People with von Willebrand’s (vW) must not take any form of aspirin because it makes bleeding worse. Some medicines, such as warfarin, affect the clotting factors and are therefore not suitable for people with vW. Other drugs, such as ibuprofen and non-steroidal anti-inflammatory medicines may need to be avoided. Paracetamol is safe for people with vW, as it does not affect the way that platelets work.
It is important to get medical advice before using any other medication or herbal remedies.
Platelet function disorders
Platelet function disorders may be as common as von Willebrand’s (vW). However, because these disorders can be mild, many women who have them are never diagnosed.

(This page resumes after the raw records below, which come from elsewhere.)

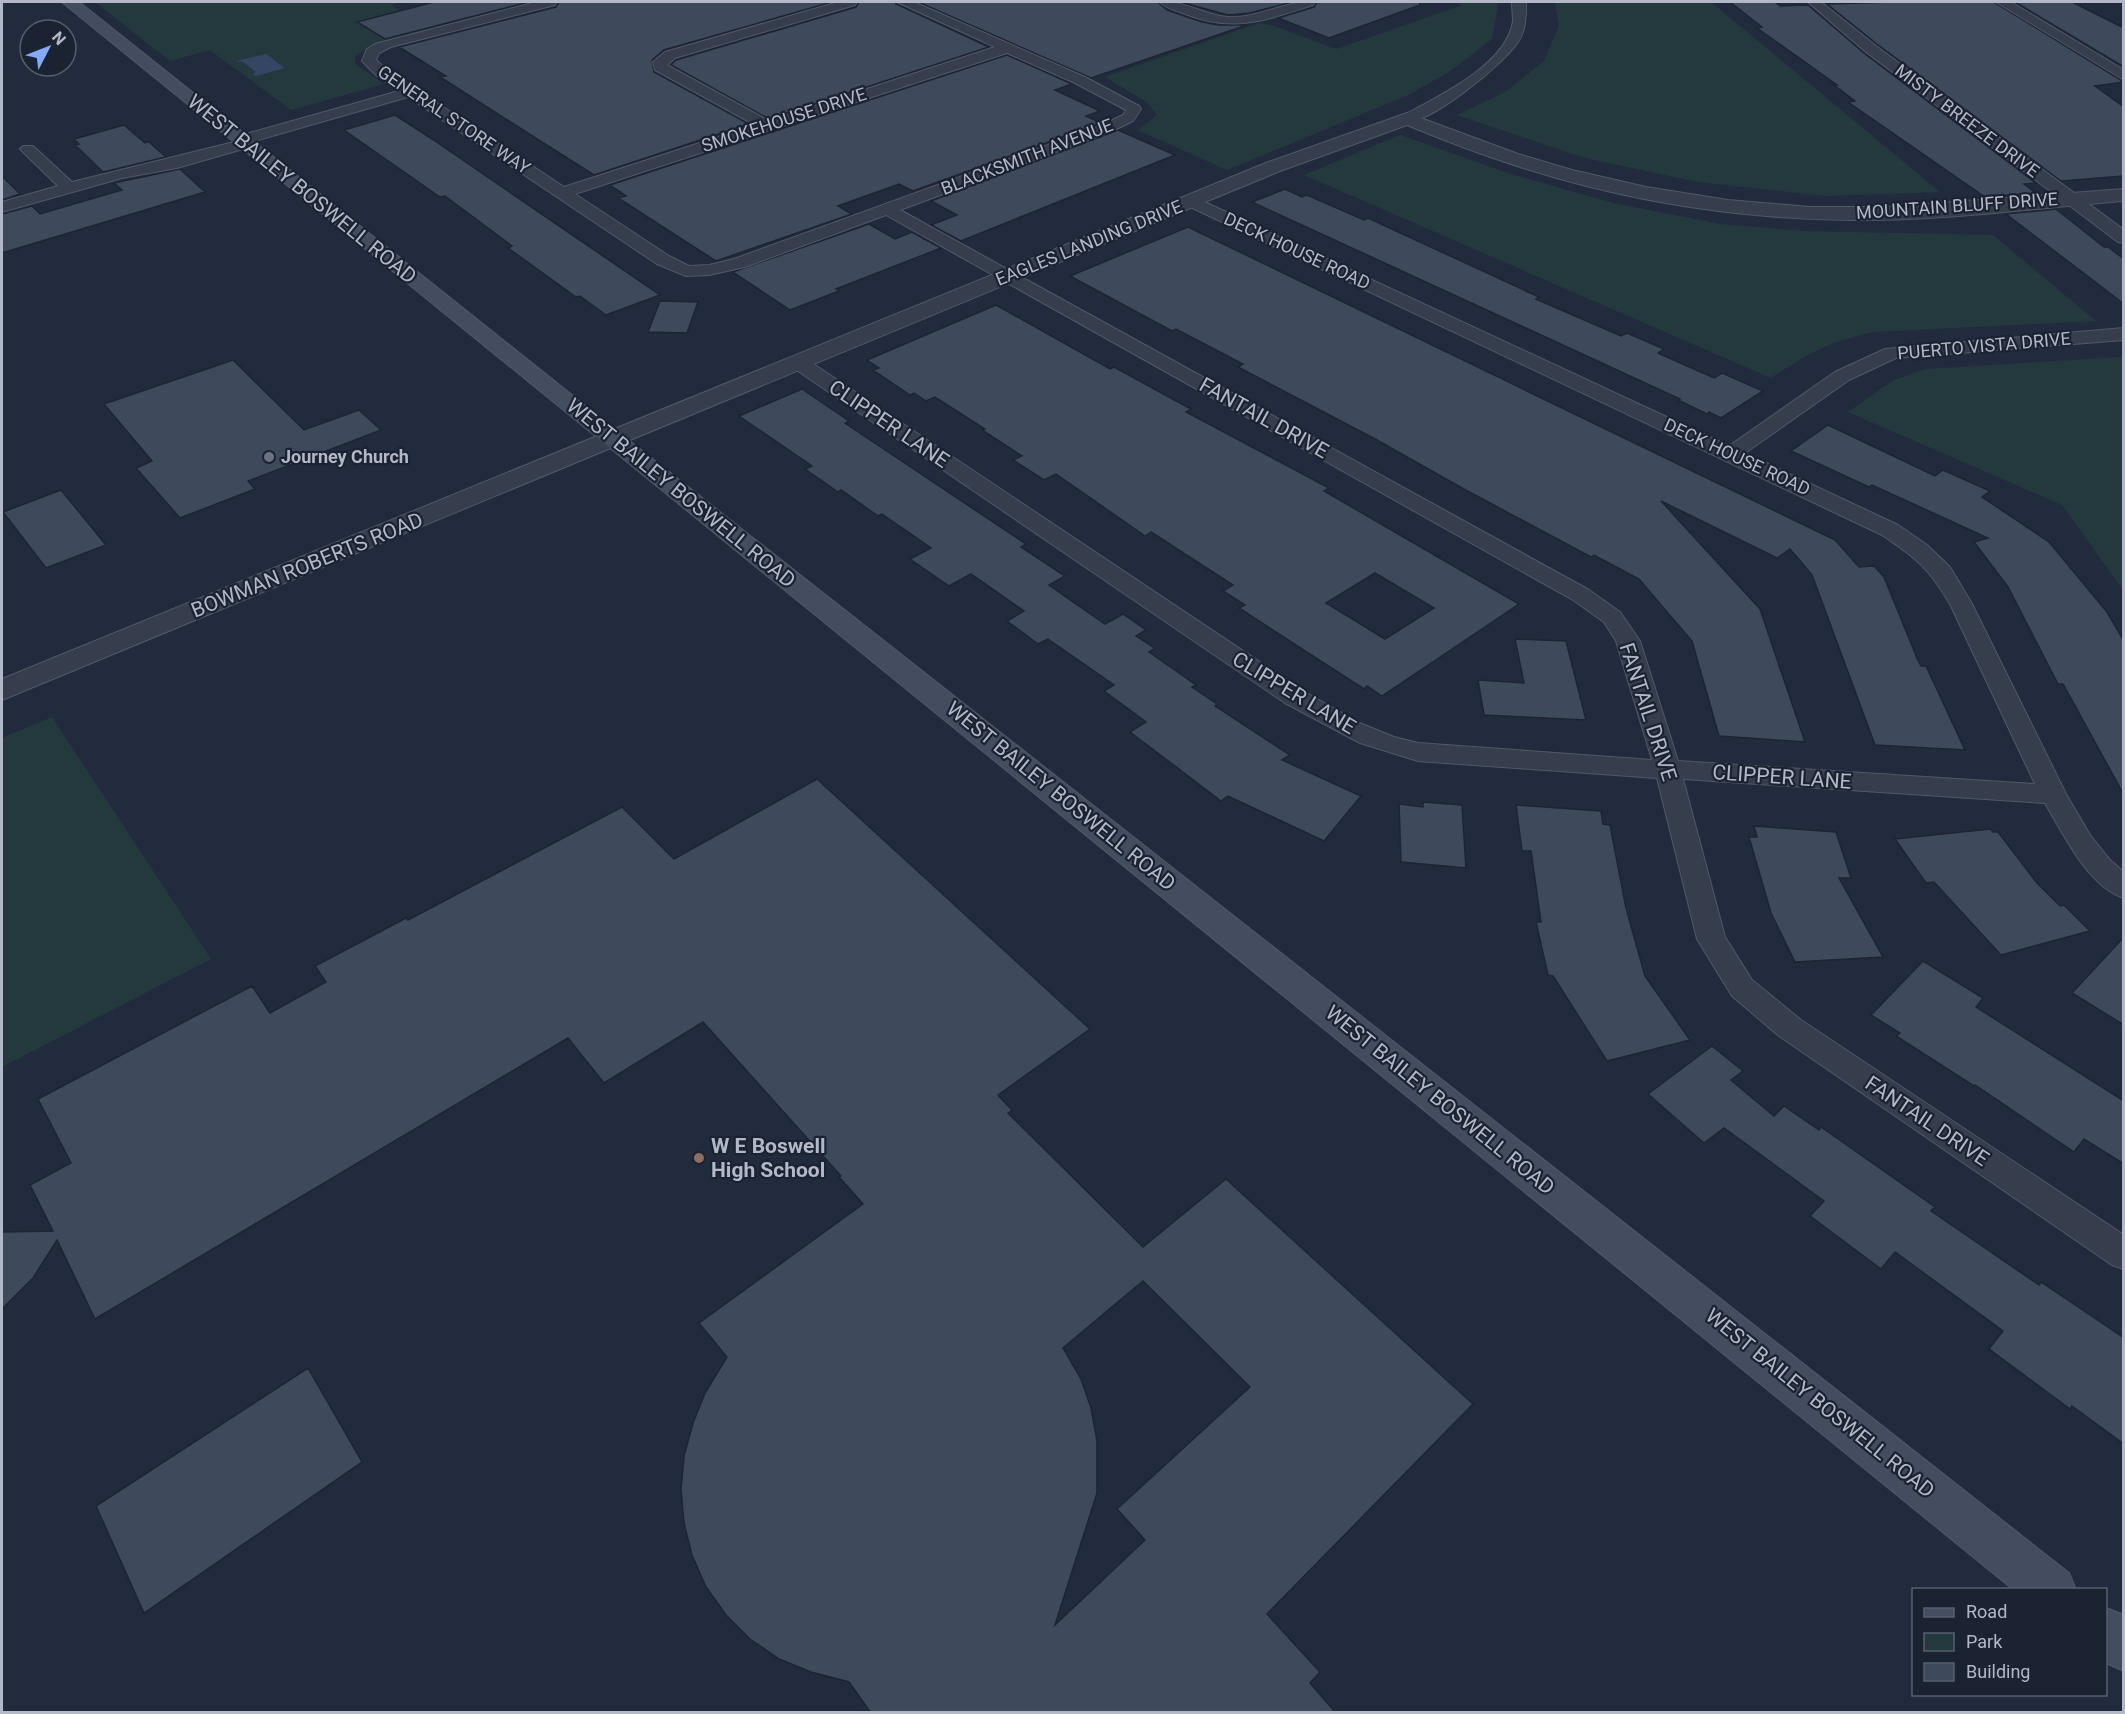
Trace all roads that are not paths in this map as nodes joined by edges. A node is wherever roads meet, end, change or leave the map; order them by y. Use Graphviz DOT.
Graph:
graph roads {
  1 [pos="70,2"];
  2 [pos="550,2"];
  3 [pos="850,2"];
  4 [pos="904,2"];
  5 [pos="1167,2"];
  6 [pos="1308,2"];
  7 [pos="1519,2"];
  8 [pos="1814,2"];
  9 [pos="2003,2"];
  10 [pos="1007,48"];
  11 [pos="2124,76"];
  12 [pos="410,92"];
  13 [pos="1407,119"];
  14 [pos="767,126"];
  15 [pos="240,140"];
  16 [pos="28,150"];
  17 [pos="69,188"];
  18 [pos="562,193"];
  19 [pos="2124,195"];
  20 [pos="2072,199"];
  21 [pos="1190,201"];
  22 [pos="2,207"];
  23 [pos="887,209"];
  24 [pos="2124,238"];
  25 [pos="709,270"];
  26 [pos="1010,276"];
  27 [pos="2124,334"];
  28 [pos="799,363"];
  29 [pos="613,440"];
  30 [pos="1730,454"];
  31 [pos="2,690"];
  32 [pos="1668,770"];
  33 [pos="2053,794"];
  34 [pos="2124,888"];
  35 [pos="2124,1254"];
  36 [pos="2049,1588"];
  37 [pos="2107,1633"];
  38 [pos="2124,1647"];
  1 -- 15 [label="main road, WEST BAILEY BOSWELL ROAD"];
  2 -- 12 [label="street, GENERAL STORE WAY"];
  3 -- 14 [label="street"];
  4 -- 10 [label="street, BLACKSMITH AVENUE"];
  5 -- 6 [label="street"];
  7 -- 13 [label="street, EAGLES LANDING DRIVE"];
  8 -- 20 [label="street, MISTY BREEZE DRIVE"];
  9 -- 11 [label="street"];
  10 -- 14 [label="street, SMOKEHOUSE DRIVE"];
  10 -- 23 [label="street, BLACKSMITH AVENUE"];
  12 -- 15 [label="street"];
  12 -- 18 [label="street, GENERAL STORE WAY"];
  13 -- 20 [label="street, MOUNTAIN BLUFF DRIVE"];
  13 -- 21 [label="street, EAGLES LANDING DRIVE"];
  14 -- 18 [label="street, SMOKEHOUSE DRIVE"];
  15 -- 17 [label="street"];
  15 -- 29 [label="main road, WEST BAILEY BOSWELL ROAD"];
  16 -- 17 [label="street"];
  17 -- 22 [label="street"];
  18 -- 25 [label="street, GENERAL STORE WAY"];
  19 -- 20 [label="street, MOUNTAIN BLUFF DRIVE"];
  20 -- 24 [label="street, MISTY BREEZE DRIVE"];
  21 -- 26 [label="street, EAGLES LANDING DRIVE"];
  21 -- 30 [label="street, DECK HOUSE ROAD"];
  23 -- 25 [label="street, BLACKSMITH AVENUE"];
  23 -- 26 [label="street, FANTAIL DRIVE"];
  26 -- 28 [label="street, EAGLES LANDING DRIVE"];
  26 -- 32 [label="street, FANTAIL DRIVE"];
  27 -- 30 [label="street, PUERTO VISTA DRIVE"];
  28 -- 29 [label="street, EAGLES LANDING DRIVE"];
  28 -- 32 [label="street, CLIPPER LANE"];
  29 -- 31 [label="street, BOWMAN ROBERTS ROAD"];
  29 -- 36 [label="main road, WEST BAILEY BOSWELL ROAD"];
  30 -- 33 [label="street, DECK HOUSE ROAD"];
  32 -- 33 [label="street, CLIPPER LANE"];
  32 -- 35 [label="street, FANTAIL DRIVE"];
  33 -- 34 [label="street, DECK HOUSE ROAD"];
  37 -- 38 [label="main road"];
}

Depending on the type of platelet function disorder
- Platelets do not stick to the walls of damaged blood vessels
- Platelets do not clump together at the site of the injury to the blood vessel
- Platelets do not form a proper surface so that other blood factors can make a clot.
Some platelet function disorders follow an ‘autosomal recessive’ pattern of inheritance. This means that both parents need to carry the defective gene for the child to be affected. Others follow an ‘autosomal dominant’ pattern, meaning only one of the parents needs to carry the gene for it to be passed on to the child. Platelet function disorders affect men and women in equal numbers.
Platelet function can be affected by common drugs. These are:
- Aspirin and other drugs containing aspirin
- Blood thinning drugs such as warfarin or heparin
- Non-steroidal anti-inflammatory drugs like indomethacin, ibuprofen and naproxen
- Ticlopidine (a drug prescribed for the prevention of strokes).
Other drugs can also affect platelet function. These include some antibiotics, heart drugs, antidepressants, anaesthetics and antihistamines. Certain medical conditions can cause abnormal platelet function. These include chronic kidney disease, heart bypass surgery and some forms of leukaemia.
Other factor deficiencies
There are a large number of other much rarer bleeding disorders caused by deficiencies in proteins in the blood. All these factor deficiencies are inherited in an ‘autosomal recessive’ pattern. Both parents usually need to be carriers of the gene to pass on a severe form of the disorder to their children. Men and women are affected in equal numbers.